ヒスパニック系アメリカ人を母に持つハーフ。

正義感が強く冷静で達観しているが、自身の弱さを認識しており、そんな自身を嫌悪している。

多少は格闘技の心得があるようだが、今の彼は隻腕である。

そして彼の心もまた……

―――――――――――――――

――視点変更――

幸徳井 ヨシュア → 相沢 剣

―――――――――――――――




 この場所に来てからもう一日が過ぎようとしてる。俺たち『私立禊高校』2年E組の25人……いや24人はずっとこのドーム状の建物に閉じ込められている。

 今俺たちが居るこの建物、大きさは学校の体育館より二回り大きく、全員が自由にくつろげるスペースがある。しかし窓は無く、日差しは差し込まず風も入ってこない。天井は三角帽子の内側の様になっていて、遥か高い天井の上方から微かに灯りが差し込んでいるが、あとは壁についている微かな豆電球以外灯りは無い。

 みんな、疲れ切った顔をしている。

 それも仕方ないと思う。外には人の姿をしていながら人を食らう……あれはなんだ? みんななんの抵抗も無く『ゾンビ』と称してるが、あんな素早く動いて、しかも場合によっては痛覚で悶える。あれって『ゾンビ』なのか? 確かに噛みついてる時は殴られようと目玉が飛び出ようが怯みもしなかった。明らかに異常であることは理解できる。


 俺はドームの脇から伸びている通路を見た。暗いドームの中で更に深い暗闇に包まれているあの場所に、今俺の親友は呑まれていった。

 あいつは、俺が『ゾンビ』に噛まれるかもしれない時、咄嗟に自分の左腕を突き出し代わりに噛ませた。映画とかのゾンビだと感染するかもしれないが、俺たちを助けたロボット『椿矢 凌』曰く「感染はしません。そもそも病原菌やウィルスでなるモノではありませんから」とのことだった。

 もっとも、『ゾンビ』化しないだけで、その顎の力であいつの左腕の骨は砕かれ、大量出血もあって切断するしかないとのことだった。手術自体は問題なく終わったらしい。らしい、というのは、俺はあいつがどうなったか確認してないからだ。

 どういうわけか、椿矢はあの通路に人を入れたがらない。何やら危険な物もあるからとのことだが、ならなんでそんな場所に隣接した場所に俺たちを置いている。俺はあいつが信用ならない。決してすさまじくイケメンだから嫉妬してる、とかじゃない。決して違う。……すこし違う。

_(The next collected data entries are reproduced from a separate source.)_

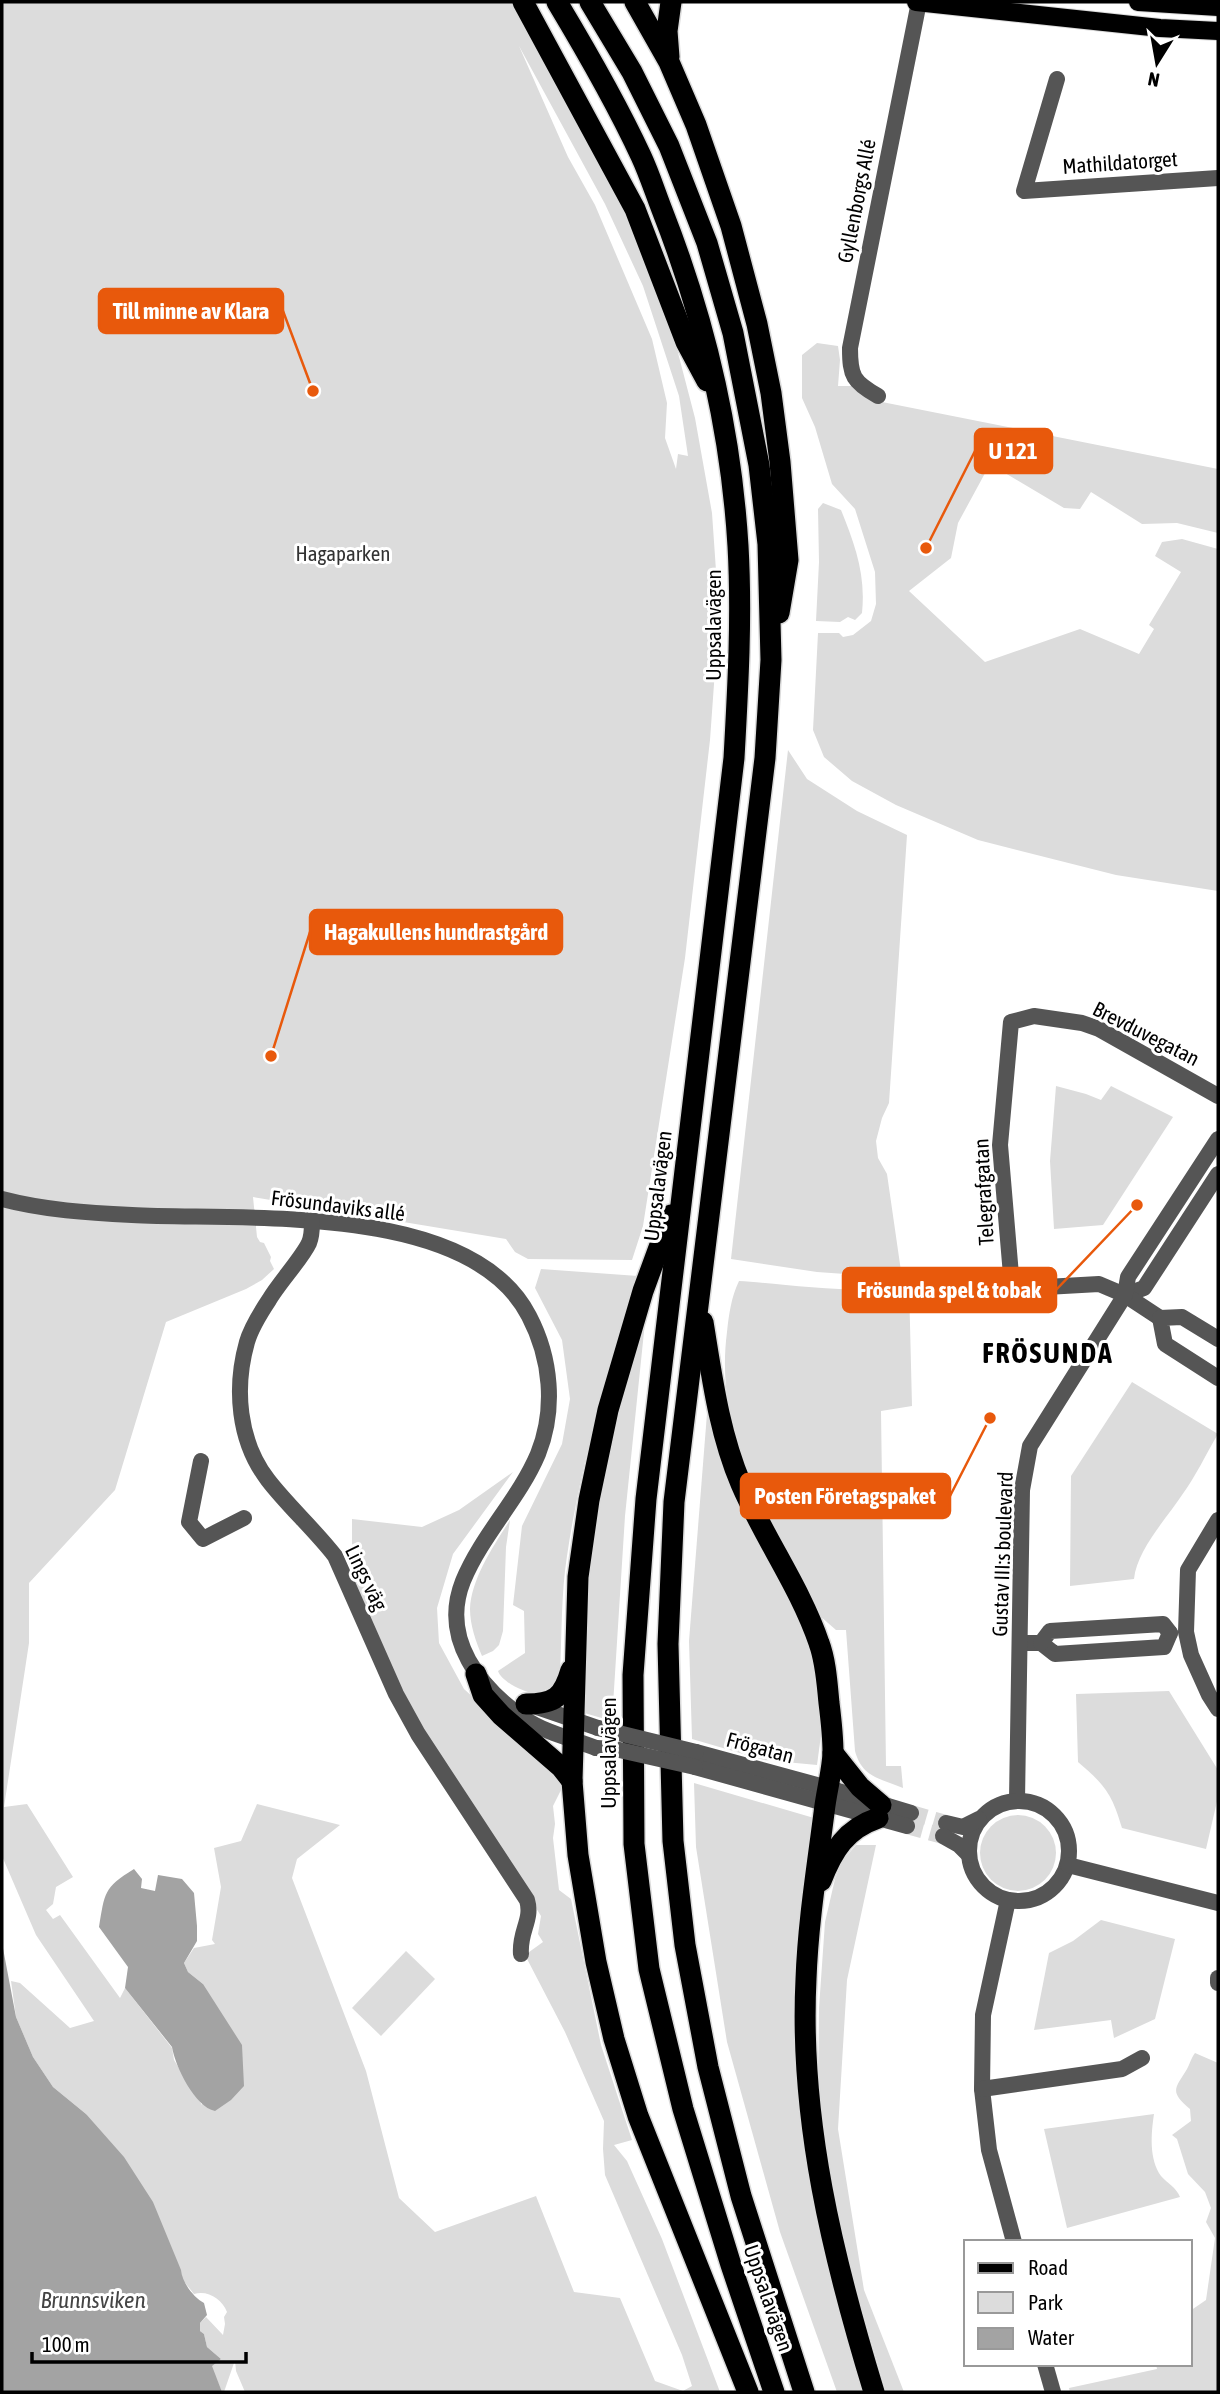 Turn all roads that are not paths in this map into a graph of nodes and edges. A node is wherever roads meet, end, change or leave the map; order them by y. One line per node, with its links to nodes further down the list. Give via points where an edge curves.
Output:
1 (523, 2): 14 (highway, via 635,209 686,342)
2 (557, 2): 14 (highway, Uppsalavägen, via 642,158 705,338)
3 (590, 2): 15 (highway, Uppsalavägen, via 669,146 707,243 733,333 766,530)
4 (635, 2): 10 (highway)
5 (671, 2): 10 (highway)
6 (918, 2): 9 (main road); 13 (street, Gyllenborgs Allé, via 850,348 850,370 859,385)
7 (1138, 2): 8 (main road)
8 (1218, 7)
9 (1218, 31)
10 (669, 62): 15 (highway, via 731,226 771,393 788,560)
11 (1057, 79): 12 (street, Mathildatorget, via 1024,191)
12 (1218, 178)
13 (878, 396)
14 (720, 408): 20 (highway, Uppsalavägen, via 738,546 740,660 734,758)
15 (771, 660): 24 (highway, Uppsalavägen, via 765,758)
16 (1011, 1022): 17 (street, Brevduvegatan, via 1034,1016 1099,1029); 23 (street, Telegrafgatan, via 1000,1145 1011,1275 1017,1284 1028,1288 1099,1284)
17 (1218, 1096)
18 (1218, 1139): 23 (street, Gustav III:s boulevard, via 1128,1277)
19 (1218, 1174): 23 (street, Gustav III:s boulevard, via 1144,1288)
20 (683, 1184): 35 (highway, via 643,1291 608,1410 579,1564); 62 (highway, Uppsalavägen, via 646,1499 633,1675 634,1843 649,1969 683,2109)
21 (2, 1199): 22 (street, Frösundaviks allé, via 34,1207 133,1216)
22 (312, 1222): 34 (street, Frösundaviks allé, via 411,1237 483,1265 517,1297 539,1337 550,1391 544,1434 526,1476 463,1583 456,1609); 55 (street, Lings väg, via 309,1244 269,1300 248,1340 239,1403 245,1430 266,1478 335,1556 418,1734 527,1900 531,1911 520,1941)
23 (1125, 1296): 25 (street); 32 (street, Gustav III:s boulevard, via 1030,1446 1022,1490)
24 (700, 1299): 42 (highway, via 726,1443 741,1485 820,1644); 59 (highway, Uppsalavägen, via 674,1502 668,1644 673,1841 685,1945 708,2067)
25 (1160, 1318): 26 (street, via 1182,1317); 27 (street, via 1165,1344)
26 (1218, 1339)
27 (1218, 1378)
28 (201, 1461): 29 (street, via 189,1522 203,1539)
29 (244, 1518)
30 (1218, 1520): 31 (street, via 1188,1570)
31 (1178, 1632): 33 (street, via 1163,1624 1050,1631); 33 (street, via 1164,1647 1055,1654); 38 (street)
32 (1020, 1643): 33 (street); 46 (street, Gustav III:s boulevard)
33 (1041, 1643)
34 (464, 1653): 36 (street, Frösundaviks allé); 37 (street, Frösundaviks allé, via 486,1679)
35 (574, 1658): 37 (highway, via 559,1696); 40 (highway)
36 (476, 1674): 40 (street, Frösundaviks allé, via 527,1720); 44 (highway, via 483,1695)
37 (526, 1704): 40 (street, Frösundaviks allé)
38 (1218, 1709)
39 (598, 1728): 40 (street, Frösundaviks allé); 43 (street, Frögatan, bridge)
40 (573, 1729): 41 (street, Frösundaviks allé); 44 (highway)
41 (596, 1748): 43 (street, Frögatan, bridge)
42 (832, 1753): 45 (highway); 47 (highway)
43 (696, 1760): 45 (street, Frögatan)
44 (572, 1781): 61 (highway, via 578,1855 614,2039 638,2116)
45 (826, 1795): 47 (street, Frögatan); 53 (highway)
46 (1017, 1800): 49 (street, via 994,1806); 51 (street, via 1052,1811 1065,1828)
47 (879, 1812): 48 (street, Frögatan); 53 (highway, via 838,1847)
48 (909, 1819)
49 (979, 1819): 50 (street, via 969,1839); 50 (street, via 944,1830)
50 (969, 1855): 52 (street, via 980,1884)
51 (1068, 1866): 52 (street, via 1048,1894 1027,1901); 54 (street)
52 (1008, 1900): 57 (street, via 983,2015)
53 (813, 1902): 65 (highway, via 806,2056 814,2146 828,2224)
54 (1218, 1903)
55 (521, 1954)
56 (1142, 2058): 57 (street, via 1122,2069)
57 (982, 2089): 58 (street, via 989,2150)
58 (1013, 2240)
59 (775, 2304): 63 (highway, Uppsalavägen); 64 (highway)
60 (1046, 2366): 66 (street)
61 (748, 2392)
62 (775, 2392)
63 (804, 2392)
64 (815, 2392)
65 (874, 2392)
66 (1053, 2392)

 でも俺にはなんとなく分かる。あいつは怪しい。何か隠してる。何を隠しているのか分からないが、完全に信用するべきじゃない。……とはいえ、もし『ゾンビ』に襲われた場合、俺たちじゃどうしようもない。実質、この状態は仕方ないのかもしれない。けど、好ましくもない。

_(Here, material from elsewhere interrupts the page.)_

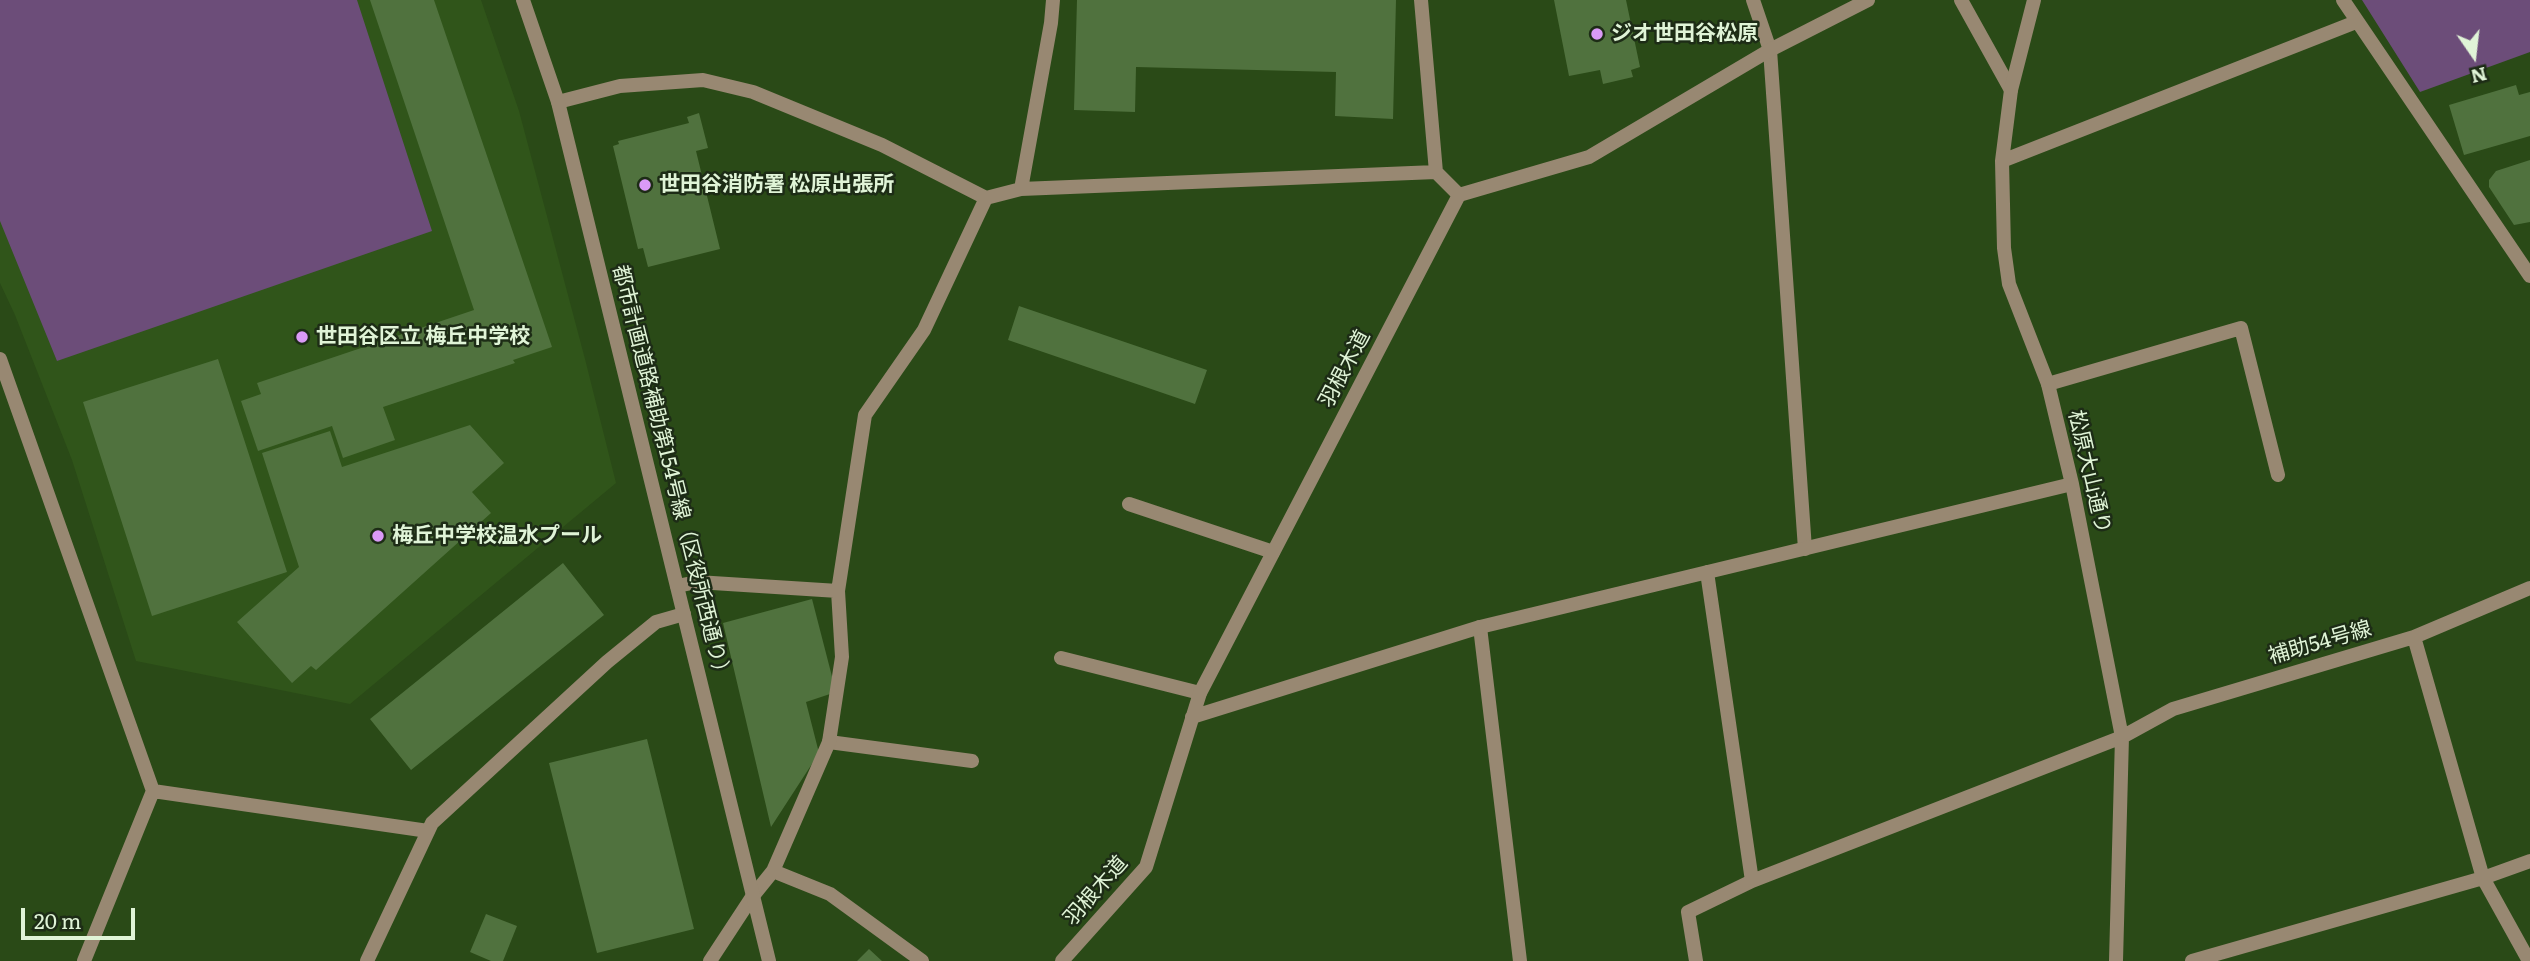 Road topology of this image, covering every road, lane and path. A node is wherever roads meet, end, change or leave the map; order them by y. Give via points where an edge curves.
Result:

 あいつが手術を受けに行った黒い通路とは別の通路から椿矢が出てくる。電車の車内販売ワゴンみたいなのを押しながら一人一人の元へ向かい、一人一人と軽い会話をして飯を配る。飯、と言えばそうなんだが、配られているのは、かなり固い赤黒いチップスだ。干し肉、というには形が成形された跡がある。元は何の肉だか分からないから食べたくないが、他に食べる物もない。一部の生徒は口にしているようで、味はビーフジャーキーそっくりだそうだ。水も少量配られているが、わずかに黄色く色づいているのが何とも嫌な気分になる。ほんのりと甘い香りがするが、いったい何の水なのか。聞いても「過去に貯蔵していた物」としか答えない。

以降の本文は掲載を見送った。